Given data below:

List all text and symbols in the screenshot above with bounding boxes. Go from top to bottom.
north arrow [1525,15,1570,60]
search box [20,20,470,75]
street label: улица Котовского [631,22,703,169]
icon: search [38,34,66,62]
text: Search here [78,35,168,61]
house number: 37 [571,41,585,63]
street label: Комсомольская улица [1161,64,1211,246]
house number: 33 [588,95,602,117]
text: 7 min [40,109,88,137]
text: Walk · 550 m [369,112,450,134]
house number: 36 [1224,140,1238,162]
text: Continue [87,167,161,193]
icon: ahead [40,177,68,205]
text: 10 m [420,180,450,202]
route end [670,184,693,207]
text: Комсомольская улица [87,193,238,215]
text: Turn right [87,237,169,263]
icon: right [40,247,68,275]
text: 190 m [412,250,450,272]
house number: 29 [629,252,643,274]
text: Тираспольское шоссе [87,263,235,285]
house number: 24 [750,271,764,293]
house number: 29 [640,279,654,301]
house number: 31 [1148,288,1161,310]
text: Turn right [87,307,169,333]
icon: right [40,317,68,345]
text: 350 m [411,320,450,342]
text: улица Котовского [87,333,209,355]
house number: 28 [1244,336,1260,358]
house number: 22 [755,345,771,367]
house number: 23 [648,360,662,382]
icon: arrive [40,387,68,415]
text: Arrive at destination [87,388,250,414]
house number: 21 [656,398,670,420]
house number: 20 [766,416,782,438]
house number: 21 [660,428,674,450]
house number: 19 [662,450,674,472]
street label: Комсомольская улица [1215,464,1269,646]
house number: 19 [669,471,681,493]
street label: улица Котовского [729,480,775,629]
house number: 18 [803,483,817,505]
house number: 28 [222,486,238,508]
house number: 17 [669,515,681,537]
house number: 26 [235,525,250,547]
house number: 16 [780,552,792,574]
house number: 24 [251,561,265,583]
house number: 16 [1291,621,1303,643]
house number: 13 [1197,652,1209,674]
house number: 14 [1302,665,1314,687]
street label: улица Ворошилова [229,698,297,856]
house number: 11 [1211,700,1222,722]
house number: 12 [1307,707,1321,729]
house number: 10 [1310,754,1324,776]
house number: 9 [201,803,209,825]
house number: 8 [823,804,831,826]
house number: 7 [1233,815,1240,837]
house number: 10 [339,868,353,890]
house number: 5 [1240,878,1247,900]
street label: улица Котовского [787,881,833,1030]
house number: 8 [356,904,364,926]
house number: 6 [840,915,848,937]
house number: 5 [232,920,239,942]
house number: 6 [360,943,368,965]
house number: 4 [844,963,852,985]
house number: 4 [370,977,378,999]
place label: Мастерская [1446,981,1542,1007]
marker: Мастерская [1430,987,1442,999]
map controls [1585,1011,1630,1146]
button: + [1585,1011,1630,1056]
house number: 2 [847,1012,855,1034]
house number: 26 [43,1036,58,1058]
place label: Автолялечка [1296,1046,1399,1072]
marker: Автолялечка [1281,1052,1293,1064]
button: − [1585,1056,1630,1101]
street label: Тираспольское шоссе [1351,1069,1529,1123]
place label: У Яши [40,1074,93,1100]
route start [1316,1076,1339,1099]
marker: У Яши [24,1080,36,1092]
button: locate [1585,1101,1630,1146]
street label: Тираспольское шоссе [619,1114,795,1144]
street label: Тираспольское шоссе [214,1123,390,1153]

End of Given data.

--- Try it ---
Copy the material above exactly. Include every line.

--- Written response ---
List all text and symbols in the screenshot above with bounding boxes. Go from top to bottom.
north arrow [1525,15,1570,60]
search box [20,20,470,75]
street label: улица Котовского [631,22,703,169]
icon: search [38,34,66,62]
text: Search here [78,35,168,61]
house number: 37 [571,41,585,63]
street label: Комсомольская улица [1161,64,1211,246]
house number: 33 [588,95,602,117]
text: 7 min [40,109,88,137]
text: Walk · 550 m [369,112,450,134]
house number: 36 [1224,140,1238,162]
text: Continue [87,167,161,193]
icon: ahead [40,177,68,205]
text: 10 m [420,180,450,202]
route end [670,184,693,207]
text: Комсомольская улица [87,193,238,215]
text: Turn right [87,237,169,263]
icon: right [40,247,68,275]
text: 190 m [412,250,450,272]
house number: 29 [629,252,643,274]
text: Тираспольское шоссе [87,263,235,285]
house number: 24 [750,271,764,293]
house number: 29 [640,279,654,301]
house number: 31 [1148,288,1161,310]
text: Turn right [87,307,169,333]
icon: right [40,317,68,345]
text: 350 m [411,320,450,342]
text: улица Котовского [87,333,209,355]
house number: 28 [1244,336,1260,358]
house number: 22 [755,345,771,367]
house number: 23 [648,360,662,382]
icon: arrive [40,387,68,415]
text: Arrive at destination [87,388,250,414]
house number: 21 [656,398,670,420]
house number: 20 [766,416,782,438]
house number: 21 [660,428,674,450]
house number: 19 [662,450,674,472]
street label: Комсомольская улица [1215,464,1269,646]
house number: 19 [669,471,681,493]
street label: улица Котовского [729,480,775,629]
house number: 18 [803,483,817,505]
house number: 28 [222,486,238,508]
house number: 17 [669,515,681,537]
house number: 26 [235,525,250,547]
house number: 16 [780,552,792,574]
house number: 24 [251,561,265,583]
house number: 16 [1291,621,1303,643]
house number: 13 [1197,652,1209,674]
house number: 14 [1302,665,1314,687]
street label: улица Ворошилова [229,698,297,856]
house number: 11 [1211,700,1222,722]
house number: 12 [1307,707,1321,729]
house number: 10 [1310,754,1324,776]
house number: 9 [201,803,209,825]
house number: 8 [823,804,831,826]
house number: 7 [1233,815,1240,837]
house number: 10 [339,868,353,890]
house number: 5 [1240,878,1247,900]
street label: улица Котовского [787,881,833,1030]
house number: 8 [356,904,364,926]
house number: 6 [840,915,848,937]
house number: 5 [232,920,239,942]
house number: 6 [360,943,368,965]
house number: 4 [844,963,852,985]
house number: 4 [370,977,378,999]
place label: Мастерская [1446,981,1542,1007]
marker: Мастерская [1430,987,1442,999]
map controls [1585,1011,1630,1146]
button: + [1585,1011,1630,1056]
house number: 2 [847,1012,855,1034]
house number: 26 [43,1036,58,1058]
place label: Автолялечка [1296,1046,1399,1072]
marker: Автолялечка [1281,1052,1293,1064]
button: − [1585,1056,1630,1101]
street label: Тираспольское шоссе [1351,1069,1529,1123]
place label: У Яши [40,1074,93,1100]
route start [1316,1076,1339,1099]
marker: У Яши [24,1080,36,1092]
button: locate [1585,1101,1630,1146]
street label: Тираспольское шоссе [619,1114,795,1144]
street label: Тираспольское шоссе [214,1123,390,1153]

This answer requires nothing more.